The Virginia Newspaper Project is always eager to spread the word about historical crowd-sourcing projects that focus on newspapers as a source for information. Recently, a colleague notified us of one such project, sponsored by the US Holocaust Memorial Museum, called History Unfolded: US Newspapers and the Holocaust.
In its own words, the project seeks to “uncover what ordinary people around the country could have known about the Holocaust from reading their local newspapers in the years 1933–1945.” It asks “citizen historians” to find articles, op-eds, letters, and political cartoons from local newspapers about key topics such as Kristallnacht, Germany’s Annexation of Austria and FDR’s fourth Inaugural Address. As the project progresses it may add more topics, but for now, it is limited to twenty.
In its nationwide effort, History Unfolded hopes to offer a new understanding of how key events of the Holocaust were portrayed in contemporary small town newspapers.
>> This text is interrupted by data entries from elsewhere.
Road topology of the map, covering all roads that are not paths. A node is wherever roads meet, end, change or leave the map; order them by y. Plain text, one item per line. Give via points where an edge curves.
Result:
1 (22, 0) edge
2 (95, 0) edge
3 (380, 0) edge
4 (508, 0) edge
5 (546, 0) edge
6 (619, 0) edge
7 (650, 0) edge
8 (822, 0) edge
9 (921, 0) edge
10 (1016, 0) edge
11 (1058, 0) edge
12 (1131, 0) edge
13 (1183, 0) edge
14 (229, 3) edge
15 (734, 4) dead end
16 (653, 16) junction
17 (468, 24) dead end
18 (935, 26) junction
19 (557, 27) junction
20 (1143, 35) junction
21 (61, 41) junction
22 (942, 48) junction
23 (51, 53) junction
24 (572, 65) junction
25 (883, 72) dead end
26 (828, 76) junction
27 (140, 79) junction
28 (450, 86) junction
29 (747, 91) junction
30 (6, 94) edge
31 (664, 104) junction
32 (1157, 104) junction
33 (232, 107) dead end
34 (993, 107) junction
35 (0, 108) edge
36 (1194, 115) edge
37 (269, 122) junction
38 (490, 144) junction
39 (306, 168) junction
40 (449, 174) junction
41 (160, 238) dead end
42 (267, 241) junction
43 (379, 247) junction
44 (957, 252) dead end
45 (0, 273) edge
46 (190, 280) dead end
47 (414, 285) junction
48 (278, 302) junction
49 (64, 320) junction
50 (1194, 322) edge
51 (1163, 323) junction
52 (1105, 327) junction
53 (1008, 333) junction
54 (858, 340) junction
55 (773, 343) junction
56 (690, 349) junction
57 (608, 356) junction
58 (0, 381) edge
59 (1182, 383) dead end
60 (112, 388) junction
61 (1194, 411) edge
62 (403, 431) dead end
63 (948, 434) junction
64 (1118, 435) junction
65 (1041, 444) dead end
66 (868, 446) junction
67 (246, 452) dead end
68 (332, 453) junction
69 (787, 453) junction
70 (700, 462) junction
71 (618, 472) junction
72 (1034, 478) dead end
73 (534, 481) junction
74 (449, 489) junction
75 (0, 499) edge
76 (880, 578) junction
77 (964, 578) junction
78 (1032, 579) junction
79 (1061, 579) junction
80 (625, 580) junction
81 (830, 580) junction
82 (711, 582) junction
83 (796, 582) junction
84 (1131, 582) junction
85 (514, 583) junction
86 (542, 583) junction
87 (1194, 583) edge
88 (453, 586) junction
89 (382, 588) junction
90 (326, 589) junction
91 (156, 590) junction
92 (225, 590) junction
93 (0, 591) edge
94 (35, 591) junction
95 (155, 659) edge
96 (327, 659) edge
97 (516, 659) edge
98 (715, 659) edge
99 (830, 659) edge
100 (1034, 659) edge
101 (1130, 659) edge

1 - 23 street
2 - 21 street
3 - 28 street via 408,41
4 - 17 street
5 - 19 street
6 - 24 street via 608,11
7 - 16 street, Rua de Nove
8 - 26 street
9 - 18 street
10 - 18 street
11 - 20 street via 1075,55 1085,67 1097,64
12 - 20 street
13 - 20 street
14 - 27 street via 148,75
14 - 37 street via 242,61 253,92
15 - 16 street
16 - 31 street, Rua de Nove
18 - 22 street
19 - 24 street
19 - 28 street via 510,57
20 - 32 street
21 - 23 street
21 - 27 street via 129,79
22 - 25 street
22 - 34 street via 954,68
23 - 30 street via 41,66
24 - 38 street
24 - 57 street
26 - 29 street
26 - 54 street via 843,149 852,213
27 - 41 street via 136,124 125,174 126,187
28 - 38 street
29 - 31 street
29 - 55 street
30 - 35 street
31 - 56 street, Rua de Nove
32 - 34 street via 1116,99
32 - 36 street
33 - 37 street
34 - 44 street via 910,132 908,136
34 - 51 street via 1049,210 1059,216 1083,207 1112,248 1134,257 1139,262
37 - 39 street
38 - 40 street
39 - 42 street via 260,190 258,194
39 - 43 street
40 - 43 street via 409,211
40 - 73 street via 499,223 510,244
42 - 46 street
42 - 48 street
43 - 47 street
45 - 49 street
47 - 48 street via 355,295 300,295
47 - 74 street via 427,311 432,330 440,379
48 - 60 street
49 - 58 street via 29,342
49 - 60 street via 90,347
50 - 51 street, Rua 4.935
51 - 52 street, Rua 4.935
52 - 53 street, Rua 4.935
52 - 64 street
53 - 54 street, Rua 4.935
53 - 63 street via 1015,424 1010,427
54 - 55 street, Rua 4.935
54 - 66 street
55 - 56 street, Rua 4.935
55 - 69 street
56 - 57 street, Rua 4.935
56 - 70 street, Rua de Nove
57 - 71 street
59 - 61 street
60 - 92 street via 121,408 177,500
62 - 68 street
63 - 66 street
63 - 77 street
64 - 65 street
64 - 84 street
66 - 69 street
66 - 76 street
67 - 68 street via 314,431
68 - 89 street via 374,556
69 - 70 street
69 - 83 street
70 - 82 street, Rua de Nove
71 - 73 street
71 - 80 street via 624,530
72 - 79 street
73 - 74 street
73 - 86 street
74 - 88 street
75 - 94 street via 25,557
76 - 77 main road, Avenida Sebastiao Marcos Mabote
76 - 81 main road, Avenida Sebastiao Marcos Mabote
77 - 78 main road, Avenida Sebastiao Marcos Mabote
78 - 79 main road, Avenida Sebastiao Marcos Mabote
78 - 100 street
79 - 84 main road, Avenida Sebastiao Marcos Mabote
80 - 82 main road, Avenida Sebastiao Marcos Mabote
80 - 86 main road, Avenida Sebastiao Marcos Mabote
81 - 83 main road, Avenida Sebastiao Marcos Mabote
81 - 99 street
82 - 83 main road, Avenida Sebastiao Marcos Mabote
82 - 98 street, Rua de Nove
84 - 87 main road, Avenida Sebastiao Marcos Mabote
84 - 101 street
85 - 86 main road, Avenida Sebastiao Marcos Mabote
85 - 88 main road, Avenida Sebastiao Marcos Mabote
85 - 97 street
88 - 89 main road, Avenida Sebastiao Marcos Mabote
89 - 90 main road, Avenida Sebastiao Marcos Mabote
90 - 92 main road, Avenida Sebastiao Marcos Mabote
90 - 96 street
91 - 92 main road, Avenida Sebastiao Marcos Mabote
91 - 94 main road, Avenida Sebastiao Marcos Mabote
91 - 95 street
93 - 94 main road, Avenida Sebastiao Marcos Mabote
It also wants to show how newspapers discussed the debate over entry into the war and how the American press, as times grew more tumultuous, portrayed immigration and the refugee situation. With the assistance of citizen historians, the History Unfolded database is quickly becoming a comprehensive resource which will be invaluable for scholars, historians, authors, and students.
One quick side note: while searching for content for History Unfolded, we here at the Newspaper Project discovered something interesting. The high school publication the Monocle was as pointed in its criticism of Hitler as any of its contemporary local weeklies. As early as 1933, the Monocle published insightful and scathing articles about Hitler’s treatment of the Jews in Germany. It makes sense that as war progressed, the students of John Marshall High watched world events unfold with great interest–they and their loved ones would be, after all, the generation heading off to war–but the skill and maturity with which they wrote about those events is often sobering.
Currently, Virginia Chronicle has five digitized newspapers with issues that fall between the project’s time frame of 1933-1945: The Highland Recorder, the Monocle, the Rappahannock Record, Southside Sentinel, and the Virginia Farm Bureau News. We hope to add more twentieth century newspapers in the coming year. Though digitized newspapers make for easier searching, History Unfolded is happy to receive PDF and JPEG images taken from microfilmed and original newspapers as well.
Explore Virginia Chronicle today, or check out local newspapers on microfilm, to see what you can find to assist History Unfolded.